Der Algebraist
Fassin.
»Das hat man mir auch erzählt!«, strahlte
Y’sul. »Glaubst du wirklich, dass es dazu kommt? Ich bin
offen gestanden nicht sehr optimistisch. Meines Wissens wurden einige
schauderhaft fähige Unterhändler zugezogen… Ach ja.

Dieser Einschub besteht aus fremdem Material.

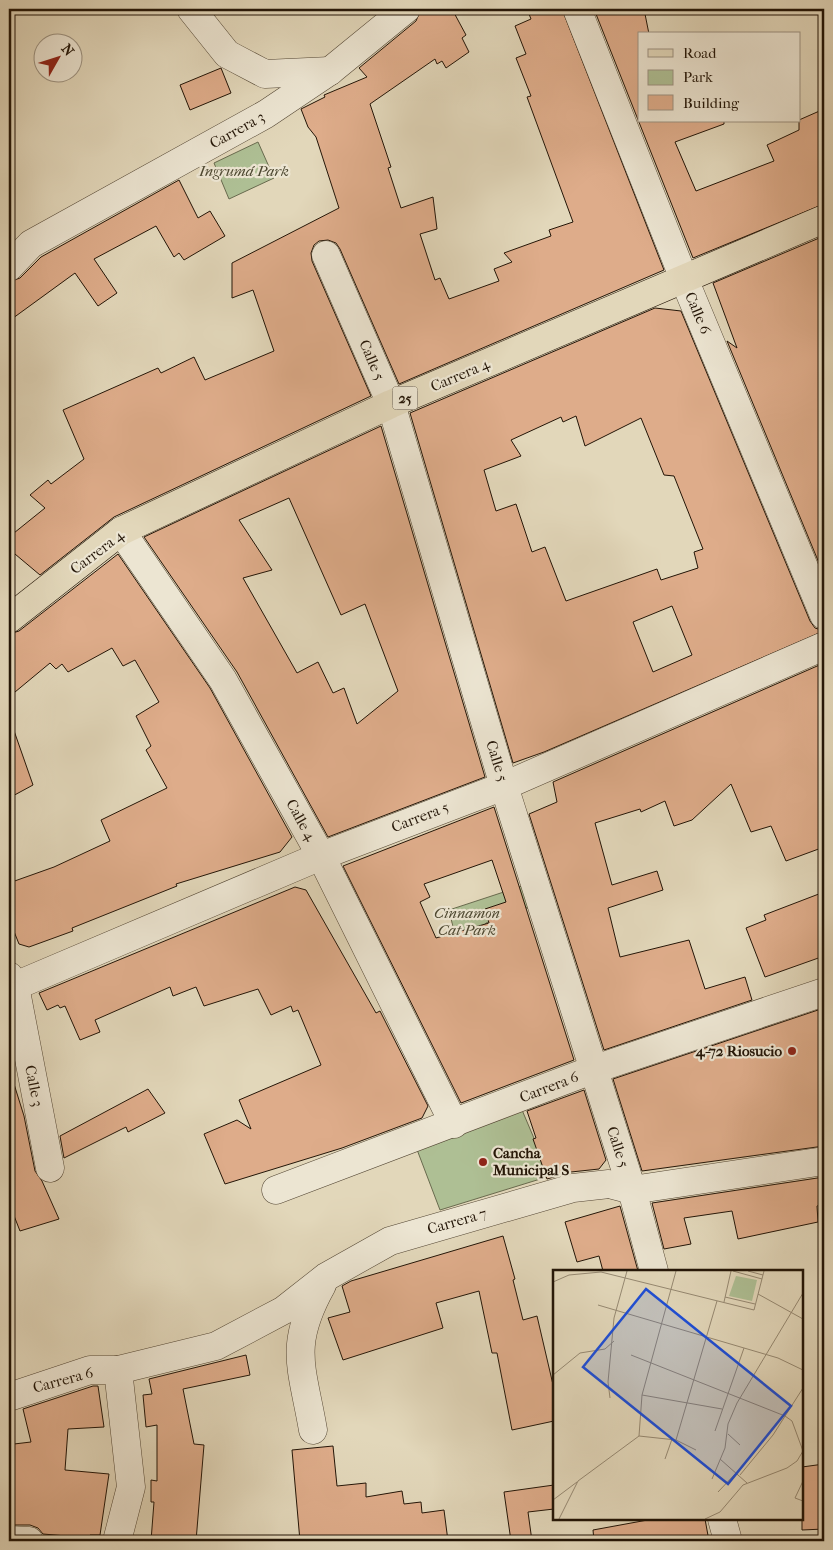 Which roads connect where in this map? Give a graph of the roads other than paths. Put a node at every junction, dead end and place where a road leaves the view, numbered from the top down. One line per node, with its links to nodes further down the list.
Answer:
1 (190, 9): 4 (street)
2 (406, 9): 4 (street, Carrera 3)
3 (577, 9): 8 (street, Calle 6)
4 (330, 71): 7 (street, Carrera 3)
5 (824, 218): 8 (main road, Carrera 4 / 25)
6 (326, 255): 9 (street, Calle 5)
7 (9, 267)
8 (684, 279): 9 (main road, Carrera 4 / 25); 11 (street, Calle 6)
9 (391, 404): 10 (main road, Carrera 4 / 25); 14 (street, Calle 5)
10 (122, 531): 12 (main road, Carrera 4 / 25); 15 (street, Calle 4)
11 (824, 615)
12 (9, 619)
13 (824, 646): 14 (street, Carrera 5)
14 (504, 786): 15 (street, Carrera 5); 18 (street, Calle 5)
15 (321, 856): 16 (street, Carrera 5); 19 (street, Calle 4)
16 (12, 981): 21 (street, Calle 3)
17 (824, 992): 18 (street, Carrera 6)
18 (592, 1070): 19 (street, Carrera 6); 23 (street, Calle 5)
19 (454, 1124): 22 (street, Carrera 6)
20 (824, 1160): 23 (street, Carrera 7)
21 (50, 1168)
22 (276, 1190)
23 (632, 1190): 24 (street, Calle 5); 25 (street, Carrera 7)
24 (654, 1270)
25 (326, 1277): 26 (street, Carrera 7); 28 (street)
26 (118, 1370): 27 (street, Carrera 6); 32 (street)
27 (9, 1397)
28 (313, 1430)
29 (722, 1520): 33 (street)
30 (9, 1540): 31 (street)
31 (29, 1541)
32 (117, 1541)
33 (728, 1541) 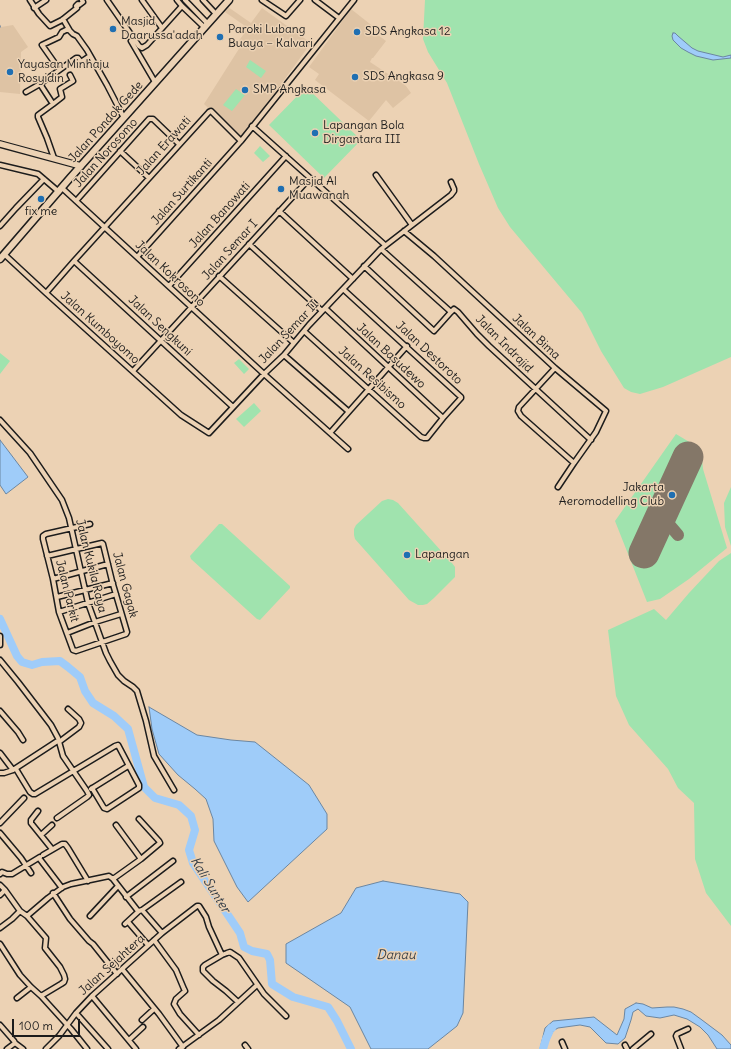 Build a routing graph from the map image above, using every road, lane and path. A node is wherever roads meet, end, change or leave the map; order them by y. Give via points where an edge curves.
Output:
1 (30, 0) edge
2 (46, 0) edge
3 (82, 0) edge
4 (107, 0) edge
5 (142, 0) edge
6 (177, 0) edge
7 (185, 0) edge
8 (203, 0) edge
9 (229, 0) edge
10 (262, 0) edge
11 (300, 0) edge
12 (315, 0) edge
13 (354, 0) edge
14 (182, 6) junction
15 (34, 8) junction
16 (216, 14) junction
17 (339, 18) junction
18 (63, 19) junction
19 (206, 26) junction
20 (162, 28) junction
21 (68, 29) junction
22 (131, 41) dead end
23 (90, 56) junction
24 (54, 62) dead end
25 (70, 75) dead end
26 (155, 82) junction
27 (40, 84) junction
28 (26, 92) dead end
29 (53, 104) junction
30 (124, 118) junction
31 (252, 126) junction
32 (241, 140) junction
33 (0, 144) edge
34 (179, 144) junction
35 (120, 152) junction
36 (286, 156) junction
37 (54, 158) junction
38 (0, 165) edge
39 (78, 167) junction
40 (376, 175) dead end
41 (44, 178) junction
42 (149, 178) junction
43 (310, 178) junction
44 (451, 182) dead end
45 (60, 190) junction
46 (76, 201) junction
47 (279, 211) junction
48 (0, 226) edge
49 (412, 226) junction
50 (104, 227) junction
51 (404, 231) junction
52 (249, 244) junction
53 (385, 245) junction
54 (381, 249) junction
55 (2, 257) edge
56 (137, 257) junction
57 (74, 261) junction
58 (364, 266) junction
59 (220, 276) junction
60 (353, 279) junction
61 (169, 286) junction
62 (344, 289) junction
63 (46, 293) junction
64 (192, 307) junction
65 (324, 309) junction
66 (451, 312) junction
67 (304, 331) junction
68 (161, 341) junction
69 (294, 343) junction
70 (407, 346) junction
71 (284, 355) junction
72 (388, 366) junction
73 (555, 368) junction
74 (133, 372) junction
75 (264, 374) junction
76 (368, 389) junction
77 (536, 390) junction
78 (233, 407) junction
79 (348, 411) junction
80 (443, 418) junction
81 (0, 420) edge
82 (330, 432) junction
83 (209, 433) joint
84 (427, 438) joint
85 (591, 440) junction
86 (348, 449) dead end
87 (574, 463) junction
88 (558, 487) dead end
89 (90, 524) dead end
90 (72, 528) junction
91 (77, 549) junction
92 (47, 556) junction
93 (108, 564) junction
94 (81, 570) junction
95 (53, 579) junction
96 (113, 583) junction
97 (85, 590) junction
98 (116, 594) junction
99 (57, 598) junction
100 (88, 602) junction
101 (59, 612) junction
102 (121, 614) junction
103 (96, 622) junction
104 (67, 633) junction
105 (0, 636) edge
106 (103, 642) junction
107 (0, 645) edge
108 (0, 660) edge
109 (68, 709) dead end
110 (0, 711) edge
111 (23, 740) dead end
112 (59, 741) junction
113 (0, 753) edge
114 (128, 766) junction
115 (14, 769) junction
116 (73, 772) junction
117 (0, 773) edge
118 (92, 788) junction
119 (174, 790) dead end
120 (87, 791) junction
121 (24, 798) dead end
122 (38, 811) dead end
123 (57, 818) dead end
124 (139, 820) dead end
125 (0, 823) edge
126 (52, 825) dead end
127 (116, 825) dead end
128 (0, 834) edge
129 (42, 835) junction
130 (52, 849) junction
131 (40, 857) junction
132 (141, 859) junction
133 (173, 861) dead end
134 (26, 866) junction
135 (31, 873) dead end
136 (0, 874) edge
137 (113, 879) junction
138 (88, 881) junction
139 (180, 882) dead end
140 (0, 885) edge
141 (118, 886) junction
142 (62, 888) junction
143 (5, 890) junction
144 (54, 894) junction
145 (0, 895) edge
146 (126, 897) junction
147 (20, 911) junction
148 (141, 911) junction
149 (27, 916) junction
150 (90, 916) dead end
151 (0, 928) edge
152 (162, 933) junction
153 (154, 940) junction
154 (0, 944) edge
155 (148, 945) junction
156 (222, 955) junction
157 (122, 969) junction
158 (117, 974) junction
159 (257, 985) junction
160 (31, 987) junction
161 (41, 996) junction
162 (92, 996) junction
163 (17, 998) dead end
164 (238, 1002) junction
165 (154, 1009) junction
166 (76, 1012) junction
167 (286, 1016) dead end
168 (142, 1020) dead end
169 (0, 1025) edge
170 (68, 1026) junction
171 (143, 1027) dead end
172 (688, 1029) dead end
173 (651, 1034) dead end
174 (199, 1035) junction
175 (129, 1040) junction
176 (562, 1042) dead end
177 (15, 1043) junction
178 (245, 1045) dead end
179 (181, 1048) edge
180 (7, 1049) edge
181 (23, 1049) edge
182 (46, 1049) edge
183 (87, 1049) edge
184 (108, 1049) edge
185 (136, 1049) edge
186 (248, 1049) edge
187 (565, 1049) edge
188 (632, 1049) edge
189 (681, 1049) edge

1 - 15 street
2 - 15 street
3 - 18 street via 83,2
4 - 20 street via 139,46 145,47
5 - 20 street
6 - 14 street
7 - 19 street
8 - 16 street
9 - 16 main road, Jalan Pondok Gede
10 - 11 street via 286,16
12 - 17 street
13 - 17 street, Jalan Surtikanti
14 - 19 street
14 - 20 street
15 - 18 street via 50,26
16 - 19 main road, Jalan Pondok Gede
17 - 31 street, Jalan Surtikanti
18 - 21 street
19 - 26 main road, Jalan Pondok Gede
21 - 23 street via 77,36
21 - 24 street via 62,32 59,38 42,45
22 - 26 street
23 - 27 street via 81,62 76,58
23 - 30 street
25 - 29 street via 73,81 60,90 62,97
26 - 30 main road, Jalan Pondok Gede
27 - 28 street
27 - 29 street
29 - 37 street via 38,117
30 - 39 main road, Jalan Pondok Gede
31 - 32 street, Jalan Surtikanti
31 - 36 street
32 - 34 street, Jalan Erawati via 211,111
32 - 56 street, Jalan Surtikanti
33 - 37 main road
34 - 35 street, Jalan Norosomo via 151,119
34 - 42 street, Jalan Erawati
35 - 42 street
35 - 46 street, Jalan Norosomo
36 - 43 street
36 - 61 street, Jalan Banowati
37 - 39 main road
38 - 41 street via 38,174
39 - 45 main road, Jalan Pondok Gede
40 - 49 street
41 - 45 street, Jalan Kokrosono
41 - 48 street
42 - 50 street, Jalan Erawati
43 - 47 street, Jalan Semar I
43 - 53 street
44 - 49 street via 453,193
45 - 46 street, Jalan Kokrosono
45 - 55 main road, Jalan Pondok Gede
46 - 50 street, Jalan Kokrosono
47 - 52 street, Jalan Semar I
47 - 60 street
49 - 51 street
50 - 56 street, Jalan Kokrosono
50 - 57 street, Jalan Kumboyomo
51 - 53 street
51 - 73 street, Jalan Bima
52 - 59 street, Jalan Semar I
52 - 65 street, Jalan Basudewo
53 - 54 street, Jalan Semar II
54 - 58 street, Jalan Semar II
54 - 66 street, Jalan Indrajid
55 - 63 street
56 - 61 street, Jalan Kokrosono
57 - 63 street, Jalan Kumboyomo
57 - 68 street, Jalan Sengkuni
58 - 60 street, Jalan Semar II
58 - 66 street via 434,331
59 - 64 street, Jalan Semar I
59 - 69 street
60 - 62 street, Jalan Semar II
61 - 64 street, Jalan Kokrosono
62 - 65 street, Jalan Semar II
62 - 70 street, Jalan Destoroto
63 - 74 street, Jalan Kumboyomo
64 - 68 street, Jalan Semar I
64 - 75 street, Jalan Kokrosono
65 - 67 street, Jalan Semar II
65 - 72 street, Jalan Basudewo
66 - 77 street, Jalan Indrajid via 458,312 477,334
67 - 69 street, Jalan Semar II
67 - 76 street, Jalan Resibismo
68 - 74 street, Jalan Semar I
68 - 78 street, Jalan Sengkuni
69 - 71 street, Jalan Semar II
70 - 72 street
70 - 80 street, Jalan Destoroto via 461,397
71 - 75 street, Jalan Semar II
71 - 79 street
72 - 76 street
72 - 80 street, Jalan Basudewo
73 - 77 street
73 - 85 street, Jalan Bima via 606,411
74 - 83 street, Jalan Kumboyomo via 181,415
75 - 78 street, Jalan Semar II
75 - 82 street, Jalan Kokrosono
76 - 79 street
76 - 84 street, Jalan Resibismo via 421,436
77 - 85 street
77 - 87 street, Jalan Indrajid via 518,411
78 - 83 street, Jalan Semar II
79 - 82 street
80 - 84 street, Jalan Destoroto
81 - 90 street, Jalan Kukila Raya via 30,453 59,495
82 - 86 street, Jalan Kokrosono
85 - 87 street, Jalan Bima
87 - 88 street, Jalan Bima
89 - 90 street
90 - 91 street, Jalan Kukila Raya
90 - 92 street, Jalan Parkit via 44,535 42,539
91 - 92 street
91 - 93 street, Jalan Gagak via 102,543
91 - 94 street, Jalan Kukila Raya
92 - 95 street, Jalan Parkit
93 - 94 street
93 - 96 street, Jalan Gagak
94 - 95 street
94 - 97 street, Jalan Kukila Raya
95 - 99 street, Jalan Parkit
96 - 97 street
96 - 98 street, Jalan Gagak
97 - 99 street
97 - 100 street, Jalan Kukila Raya
98 - 100 street
98 - 102 street, Jalan Gagak
99 - 101 street, Jalan Parkit
100 - 101 street
100 - 103 street, Jalan Kukila Raya
101 - 104 street, Jalan Parkit
102 - 103 street
102 - 106 street, Jalan Gagak via 126,634
103 - 104 street
103 - 106 street, Jalan Kukila Raya
104 - 106 street, Jalan Parkit via 73,650 76,651
105 - 107 street
106 - 119 street, Jalan Kukila Raya via 118,675 138,693 154,756
108 - 112 street via 57,734
109 - 112 street via 81,723
110 - 111 street
112 - 115 street
112 - 116 street via 61,752
113 - 115 street
114 - 116 street via 119,746 116,745
114 - 118 street
114 - 118 street via 139,788 110,808 104,808
115 - 116 street via 32,794
115 - 117 street
116 - 120 street
118 - 120 street
120 - 123 street via 87,797
121 - 125 street
122 - 129 street via 31,821
124 - 132 street via 160,844
126 - 129 street
127 - 132 street
128 - 134 street
129 - 130 street
130 - 131 street
130 - 138 street via 62,844 66,845
131 - 134 street
131 - 142 street
132 - 137 street
133 - 146 street
134 - 135 street
134 - 136 street via 12,874
137 - 138 street via 107,876
137 - 141 street, Jalan Sejahtera
138 - 142 street
139 - 148 street
140 - 143 street
141 - 146 street, Jalan Sejahtera
141 - 150 street
142 - 144 street
143 - 145 street
143 - 147 street
144 - 149 street
144 - 158 street via 70,919
146 - 148 street, Jalan Sejahtera
147 - 149 street
147 - 151 street
148 - 152 street, Jalan Sejahtera
148 - 155 street via 127,923
149 - 161 street via 46,938 46,948 65,979 62,984
152 - 153 street, Jalan Sejahtera
152 - 156 street, Jalan Sejahtera via 198,906 206,917
153 - 155 street, Jalan Sejahtera
153 - 174 street via 176,970 185,991 174,1004
154 - 160 street
155 - 157 street, Jalan Sejahtera
156 - 159 street via 230,952 239,958
156 - 164 street via 205,965 203,971
157 - 158 street, Jalan Sejahtera
157 - 165 street
158 - 162 street, Jalan Sejahtera
159 - 164 street
159 - 167 street
160 - 161 street
160 - 163 street
161 - 170 street
162 - 166 street, Jalan Sejahtera
162 - 175 street
164 - 174 street
165 - 168 street
165 - 179 street
166 - 170 street, Jalan Sejahtera
166 - 184 street
169 - 177 street
170 - 182 street, Jalan Sejahtera
170 - 183 street
171 - 175 street
172 - 189 street via 676,1036
173 - 188 street
174 - 179 street
175 - 185 street
176 - 187 street
177 - 180 street
177 - 181 street
178 - 186 street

Dein Rumpfpanzer, der dir so ungenügend den bedauerlicherweise
fehlenden Körper ersetzt, zeigt Hinweise, denen ich entnehme,
dass deine Bemerkung eben sarkastisch gemeint war.«
»Schon gut, Y’sul.«
»Nun denn, lassen wir das. Aber zu Valseir. Hier gibt es eine
Übereinstimmung.«
»Tatsächlich?«
»Ja!«
»Worin? Zwischen welchen Punkten?«
»Seinem Ableben und dem aufkeimenden Krieg, auf den du soeben
verwiesen hast!«
»Wirklich?«
»Ja! Ich glaube, seine alte Bibliothek – befindet sich
in der derzeitigen Kampfzone.«
»Aber wenn sie bereits aufgelöst wurde…«,
begann Fassin.
»Oh, es existieren sicherlich Kopien, und ich bin noch nicht
einmal sicher, dass man den alten Burschen schon endgültig zur
letzten Ruhe gebettet hat.«
»Nach zweihundert Jahren?«
»Komm schon, Fassin, es gab Erbschaftsfragen.«
»Und die Bibliothek liegt im Kriegsgebiet?«
»Sehr wahrscheinlich, ja! Ist das nicht aufregend? Wir
sollten uns sofort dorthin auf den Weg machen!« Y’sul
wedelte mit allen Gliedmaßen gleichzeitig. »Wir
rüsten eine Expedition aus! Wir reisen gemeinsam.« Er sah
Hatherence an. »Du kannst sogar deine kleine Freundin
mitnehmen.«
- Ich überlege, ob ich versuchen soll, über Ihre
Satelliten oder direkt Verbindung mit Ihrer Gemeinschaftsanlage
aufzunehmen, erklärte der Colonel.
- Ich würde das nicht tun, sendete Fassin. – Aber wenn Sie es nicht lassen können, sagen Sie mir vorher
Bescheid. Ich möchte dann nicht im betreffenden Raumabschnitt
sein.
- Sie meinen, ein Angriff wie nach Ihrem ›Ping‹
könnte uns auch hier treffen?
- Wahrscheinlich nicht gerade mitten in einer Dweller-Stadt.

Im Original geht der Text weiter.